A migraine attack is much more severe than a headache because it comes with a lot of other symptoms, according to Dr. Elizabeth Leroux, a neurologist, president of the Canadian Headache Society and chair of Migraine Canada, speaking during a session supported by Abbvie at Benefits Canada‘s Chronic Disease at Work event in February.

Migraine, which affects 12 to 15 per cent of the population, can be very disabling. According to the World Health Organization, it’s the most prevalent neurological disorder, second leading cause of global disability and third most prevalent medical illness. In addition, severe migraine attacks can be as disabling as acute psychosis or quadriplegia.

Patients may also experience nausea, hypersensitivity to light, sound and smells, neck and facial pain, vision loss, vertigo, as well as brain fog or difficulty concentrating.

Read: Webinar coverage: How employers can support employees with migraine

Patients with more than 15 migraine days per month can be severely disabled and unable to work, said Leroux. Research shows migraine is the third leading cause of presenteeism based on percentage of workers affected (after allergies and hypertension) and has a similar impact on short-term disability, long-term disability and sick days as other chronic conditions such as depression, diabetes, back pain and rheumatoid arthritis.

While patients can treat and prevent migraine with lifestyle management, avoiding triggers and stabilizing the brain with good sleeping and eating habits, they’ll often need medications, she said.

Older oral drugs that are  taken daily to lower the frequency and intensity of migraines were originally intended to treat epilepsy, hypertension and depression and were serendipitously found to be effective for migraines. Unfortunately, the associated side-effects made patients reluctant to continue using them. They might have had fewer migraines, said Leroux, but treatment side-effects included hypertension, drowsiness, weight gain, sexual difficulties. As result, after a year, “80 per cent of patients stopped taking the drugs because they were just not worth the side-effects.”

Since then, there’s been a big revolution in the understanding of migraines, said Leroux, noting “we now have treatments that are scientifically based,” which include two new classes of drugs; CGRP antibodies, which are available in Canada, and Gepans, which are expected to be launched in 2022.

Read: Most Canadians believe employers have role in helping staff manage migraines: study

CGRP antibodies are monthly injections that decrease the number, frequency and severity of migraine attacks. Gepans are oral treatments that can be used to treat migraine attacks or preventively to decrease their frequency and intensity.

However, not all patients respond to the new treatments, noted Leroux, but when a patient is a super responder, “they come back to me and they say, ‘I have my life back. . . . That’s a pretty amazing feeling to see such success. . . . Those drugs have changed my practice.”

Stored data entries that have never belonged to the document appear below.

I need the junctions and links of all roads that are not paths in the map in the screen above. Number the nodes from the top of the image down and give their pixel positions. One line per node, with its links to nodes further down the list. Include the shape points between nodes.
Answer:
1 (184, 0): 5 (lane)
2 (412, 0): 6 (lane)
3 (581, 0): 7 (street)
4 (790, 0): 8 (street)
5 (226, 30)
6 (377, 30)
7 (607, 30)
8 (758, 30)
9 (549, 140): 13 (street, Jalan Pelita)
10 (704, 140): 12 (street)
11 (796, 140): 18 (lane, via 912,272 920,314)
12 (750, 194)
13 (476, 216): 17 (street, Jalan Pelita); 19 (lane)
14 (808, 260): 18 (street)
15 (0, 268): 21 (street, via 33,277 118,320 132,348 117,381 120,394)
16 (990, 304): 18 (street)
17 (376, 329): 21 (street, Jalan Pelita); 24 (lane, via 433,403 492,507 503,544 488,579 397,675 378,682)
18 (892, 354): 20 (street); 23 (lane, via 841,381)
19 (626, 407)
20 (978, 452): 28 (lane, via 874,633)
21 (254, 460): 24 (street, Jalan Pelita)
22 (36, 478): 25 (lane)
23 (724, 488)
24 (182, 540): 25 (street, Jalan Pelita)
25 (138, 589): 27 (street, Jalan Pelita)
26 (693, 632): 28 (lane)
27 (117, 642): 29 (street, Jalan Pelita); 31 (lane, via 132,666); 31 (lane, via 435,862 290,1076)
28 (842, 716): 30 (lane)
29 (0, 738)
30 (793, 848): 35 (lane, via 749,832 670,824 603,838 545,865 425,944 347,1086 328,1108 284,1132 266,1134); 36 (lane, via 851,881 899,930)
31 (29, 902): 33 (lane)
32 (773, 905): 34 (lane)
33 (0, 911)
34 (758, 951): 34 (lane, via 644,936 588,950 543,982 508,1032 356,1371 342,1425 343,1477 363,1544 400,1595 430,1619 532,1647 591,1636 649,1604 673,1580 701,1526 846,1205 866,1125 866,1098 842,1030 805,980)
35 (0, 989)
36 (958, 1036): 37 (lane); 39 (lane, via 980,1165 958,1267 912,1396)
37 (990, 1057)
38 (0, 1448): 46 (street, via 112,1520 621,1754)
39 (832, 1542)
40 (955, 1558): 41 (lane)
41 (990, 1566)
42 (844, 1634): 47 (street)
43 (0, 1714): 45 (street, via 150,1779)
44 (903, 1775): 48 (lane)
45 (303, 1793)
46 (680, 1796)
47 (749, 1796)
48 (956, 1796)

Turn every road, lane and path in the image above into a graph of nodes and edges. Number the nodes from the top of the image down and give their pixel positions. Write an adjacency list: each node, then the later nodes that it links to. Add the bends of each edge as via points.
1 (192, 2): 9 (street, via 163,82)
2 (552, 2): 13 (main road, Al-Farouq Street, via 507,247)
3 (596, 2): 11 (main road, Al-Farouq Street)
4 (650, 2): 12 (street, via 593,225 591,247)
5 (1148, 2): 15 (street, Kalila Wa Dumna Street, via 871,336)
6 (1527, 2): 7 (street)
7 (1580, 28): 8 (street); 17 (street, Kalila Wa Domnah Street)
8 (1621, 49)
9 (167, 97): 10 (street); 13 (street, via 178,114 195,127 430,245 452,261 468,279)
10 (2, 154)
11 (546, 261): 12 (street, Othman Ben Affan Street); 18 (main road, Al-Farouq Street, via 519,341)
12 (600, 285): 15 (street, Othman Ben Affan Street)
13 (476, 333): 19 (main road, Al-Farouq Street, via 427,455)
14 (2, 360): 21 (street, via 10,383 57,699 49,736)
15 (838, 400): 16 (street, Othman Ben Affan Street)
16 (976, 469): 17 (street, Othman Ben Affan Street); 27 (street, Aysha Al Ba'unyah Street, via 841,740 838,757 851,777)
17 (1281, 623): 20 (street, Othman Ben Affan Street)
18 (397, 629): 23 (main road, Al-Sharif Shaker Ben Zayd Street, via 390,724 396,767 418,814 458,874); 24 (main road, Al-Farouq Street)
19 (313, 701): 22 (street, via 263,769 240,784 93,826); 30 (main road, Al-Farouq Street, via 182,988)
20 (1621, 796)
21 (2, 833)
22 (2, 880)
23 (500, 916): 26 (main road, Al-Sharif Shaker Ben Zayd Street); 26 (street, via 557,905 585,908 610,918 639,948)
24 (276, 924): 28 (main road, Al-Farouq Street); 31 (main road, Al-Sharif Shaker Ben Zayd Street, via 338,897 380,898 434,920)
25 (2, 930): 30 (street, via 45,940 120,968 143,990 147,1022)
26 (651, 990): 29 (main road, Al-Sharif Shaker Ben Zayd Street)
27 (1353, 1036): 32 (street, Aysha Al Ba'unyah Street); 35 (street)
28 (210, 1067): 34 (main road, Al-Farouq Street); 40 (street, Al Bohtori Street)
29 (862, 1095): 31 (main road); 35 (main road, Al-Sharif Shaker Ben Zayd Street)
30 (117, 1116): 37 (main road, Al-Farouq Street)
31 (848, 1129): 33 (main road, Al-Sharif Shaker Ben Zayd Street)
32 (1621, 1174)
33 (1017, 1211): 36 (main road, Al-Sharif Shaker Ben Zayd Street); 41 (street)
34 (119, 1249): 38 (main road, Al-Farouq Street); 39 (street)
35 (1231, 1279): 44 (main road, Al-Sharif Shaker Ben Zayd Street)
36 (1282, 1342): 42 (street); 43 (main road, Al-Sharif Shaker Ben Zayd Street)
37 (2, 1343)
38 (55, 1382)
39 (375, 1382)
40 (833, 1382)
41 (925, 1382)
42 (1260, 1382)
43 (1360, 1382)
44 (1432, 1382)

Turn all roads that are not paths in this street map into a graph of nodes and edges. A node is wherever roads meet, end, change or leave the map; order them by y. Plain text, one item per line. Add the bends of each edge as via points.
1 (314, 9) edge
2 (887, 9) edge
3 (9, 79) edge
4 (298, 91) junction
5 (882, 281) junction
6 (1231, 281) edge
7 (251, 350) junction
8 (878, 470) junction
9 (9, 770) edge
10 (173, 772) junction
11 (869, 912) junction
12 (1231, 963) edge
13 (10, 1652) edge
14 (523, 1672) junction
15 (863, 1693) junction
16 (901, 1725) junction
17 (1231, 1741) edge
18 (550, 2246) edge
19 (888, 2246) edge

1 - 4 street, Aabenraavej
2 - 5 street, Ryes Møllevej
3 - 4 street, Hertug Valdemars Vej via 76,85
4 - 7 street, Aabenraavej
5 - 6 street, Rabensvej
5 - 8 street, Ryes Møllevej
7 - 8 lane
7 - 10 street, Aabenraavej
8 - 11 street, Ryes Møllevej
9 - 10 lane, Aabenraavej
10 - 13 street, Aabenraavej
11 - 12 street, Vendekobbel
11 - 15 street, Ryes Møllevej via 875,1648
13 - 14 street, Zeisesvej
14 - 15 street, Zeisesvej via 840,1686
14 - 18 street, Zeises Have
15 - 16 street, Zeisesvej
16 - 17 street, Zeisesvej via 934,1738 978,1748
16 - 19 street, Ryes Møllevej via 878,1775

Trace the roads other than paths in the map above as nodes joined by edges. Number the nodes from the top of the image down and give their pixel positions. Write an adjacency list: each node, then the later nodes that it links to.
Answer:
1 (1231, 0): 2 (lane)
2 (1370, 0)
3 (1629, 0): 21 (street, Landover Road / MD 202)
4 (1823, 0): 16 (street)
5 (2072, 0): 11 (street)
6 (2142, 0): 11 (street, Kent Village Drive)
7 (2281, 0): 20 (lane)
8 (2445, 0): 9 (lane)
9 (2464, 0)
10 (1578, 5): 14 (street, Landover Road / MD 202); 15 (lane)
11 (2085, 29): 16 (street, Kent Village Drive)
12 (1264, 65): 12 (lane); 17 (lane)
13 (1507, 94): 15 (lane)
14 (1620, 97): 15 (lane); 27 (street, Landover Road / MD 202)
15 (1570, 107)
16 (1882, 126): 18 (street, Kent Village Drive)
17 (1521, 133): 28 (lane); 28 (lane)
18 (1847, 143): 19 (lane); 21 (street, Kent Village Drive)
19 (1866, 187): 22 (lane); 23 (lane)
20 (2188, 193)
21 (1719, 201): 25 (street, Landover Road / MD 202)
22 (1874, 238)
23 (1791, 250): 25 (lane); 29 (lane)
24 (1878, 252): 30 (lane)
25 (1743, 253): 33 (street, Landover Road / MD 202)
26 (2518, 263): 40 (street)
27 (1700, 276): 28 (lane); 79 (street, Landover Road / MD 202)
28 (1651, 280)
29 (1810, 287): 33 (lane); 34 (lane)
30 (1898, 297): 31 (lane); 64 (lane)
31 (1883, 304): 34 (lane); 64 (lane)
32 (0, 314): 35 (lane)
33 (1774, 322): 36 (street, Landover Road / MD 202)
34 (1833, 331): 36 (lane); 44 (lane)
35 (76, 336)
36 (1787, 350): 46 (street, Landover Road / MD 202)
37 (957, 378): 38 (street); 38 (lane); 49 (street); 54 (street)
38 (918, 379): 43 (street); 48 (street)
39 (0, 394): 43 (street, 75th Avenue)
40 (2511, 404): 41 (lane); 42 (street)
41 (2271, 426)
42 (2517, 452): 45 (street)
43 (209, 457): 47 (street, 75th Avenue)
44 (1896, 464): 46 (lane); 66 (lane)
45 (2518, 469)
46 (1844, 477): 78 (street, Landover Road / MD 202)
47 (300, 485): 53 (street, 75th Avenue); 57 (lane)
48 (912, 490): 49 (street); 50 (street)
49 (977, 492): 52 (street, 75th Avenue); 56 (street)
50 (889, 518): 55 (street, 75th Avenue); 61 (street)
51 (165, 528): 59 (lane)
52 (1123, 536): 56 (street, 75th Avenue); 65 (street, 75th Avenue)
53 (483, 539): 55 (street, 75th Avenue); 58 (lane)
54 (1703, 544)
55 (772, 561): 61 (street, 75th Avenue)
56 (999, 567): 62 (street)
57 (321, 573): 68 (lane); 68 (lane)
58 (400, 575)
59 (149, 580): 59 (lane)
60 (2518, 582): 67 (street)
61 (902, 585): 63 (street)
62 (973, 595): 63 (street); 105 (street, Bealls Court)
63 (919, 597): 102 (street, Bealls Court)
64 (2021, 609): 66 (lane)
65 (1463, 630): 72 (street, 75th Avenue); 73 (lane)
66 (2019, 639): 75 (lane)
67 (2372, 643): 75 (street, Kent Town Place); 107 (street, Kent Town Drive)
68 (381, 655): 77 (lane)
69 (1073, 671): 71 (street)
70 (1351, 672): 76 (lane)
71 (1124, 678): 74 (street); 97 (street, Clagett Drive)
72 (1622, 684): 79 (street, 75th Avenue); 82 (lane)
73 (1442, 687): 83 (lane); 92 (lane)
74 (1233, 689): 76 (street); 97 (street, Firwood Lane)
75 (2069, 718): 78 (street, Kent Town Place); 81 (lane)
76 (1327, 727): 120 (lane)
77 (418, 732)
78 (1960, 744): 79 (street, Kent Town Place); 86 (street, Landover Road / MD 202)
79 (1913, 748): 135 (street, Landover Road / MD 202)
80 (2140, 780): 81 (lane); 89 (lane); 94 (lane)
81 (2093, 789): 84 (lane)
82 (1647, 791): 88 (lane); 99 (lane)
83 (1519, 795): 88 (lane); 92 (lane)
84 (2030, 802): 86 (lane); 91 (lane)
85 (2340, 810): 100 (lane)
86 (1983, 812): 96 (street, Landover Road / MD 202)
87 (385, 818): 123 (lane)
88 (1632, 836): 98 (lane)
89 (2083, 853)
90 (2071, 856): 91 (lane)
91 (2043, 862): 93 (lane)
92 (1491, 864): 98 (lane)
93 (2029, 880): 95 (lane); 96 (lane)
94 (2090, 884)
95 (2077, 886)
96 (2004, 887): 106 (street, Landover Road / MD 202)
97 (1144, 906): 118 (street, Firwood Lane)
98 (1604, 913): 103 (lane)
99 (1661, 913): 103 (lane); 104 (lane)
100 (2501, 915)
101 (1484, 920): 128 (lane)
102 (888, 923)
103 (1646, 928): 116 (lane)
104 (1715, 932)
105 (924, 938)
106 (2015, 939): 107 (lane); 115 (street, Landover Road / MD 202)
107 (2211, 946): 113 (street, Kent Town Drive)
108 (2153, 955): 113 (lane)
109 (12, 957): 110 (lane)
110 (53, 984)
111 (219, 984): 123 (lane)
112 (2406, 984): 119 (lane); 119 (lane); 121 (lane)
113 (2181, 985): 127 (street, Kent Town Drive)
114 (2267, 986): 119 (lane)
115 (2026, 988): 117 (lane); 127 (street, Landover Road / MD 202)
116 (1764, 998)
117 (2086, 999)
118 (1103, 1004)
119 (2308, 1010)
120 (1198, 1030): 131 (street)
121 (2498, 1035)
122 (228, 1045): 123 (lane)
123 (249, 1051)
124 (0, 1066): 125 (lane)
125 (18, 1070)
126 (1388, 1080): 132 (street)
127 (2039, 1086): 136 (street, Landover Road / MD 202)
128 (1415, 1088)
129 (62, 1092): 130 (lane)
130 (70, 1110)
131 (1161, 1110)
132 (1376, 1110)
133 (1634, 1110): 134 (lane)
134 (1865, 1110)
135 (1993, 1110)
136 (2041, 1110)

Employers can support employees with migraines by providing education, support and workplace accommodations, in addition to access to effective medications. Leroux also suggested that plan sponsors ensure their prior authorization criteria isn’t too rigid. A 30 per cent response for a patient who had 12 to 15 migraine attacks per month “makes a massive difference on their ability to function, including work.”

She also recommended an adequate trial period of three to six months for new drugs to determine if they’re effective. And, once a treatment works for a patient, “please do not tell us to stop them . . . because with hypertension, epilepsy, diabetes — if a drug works, you don’t stop it.”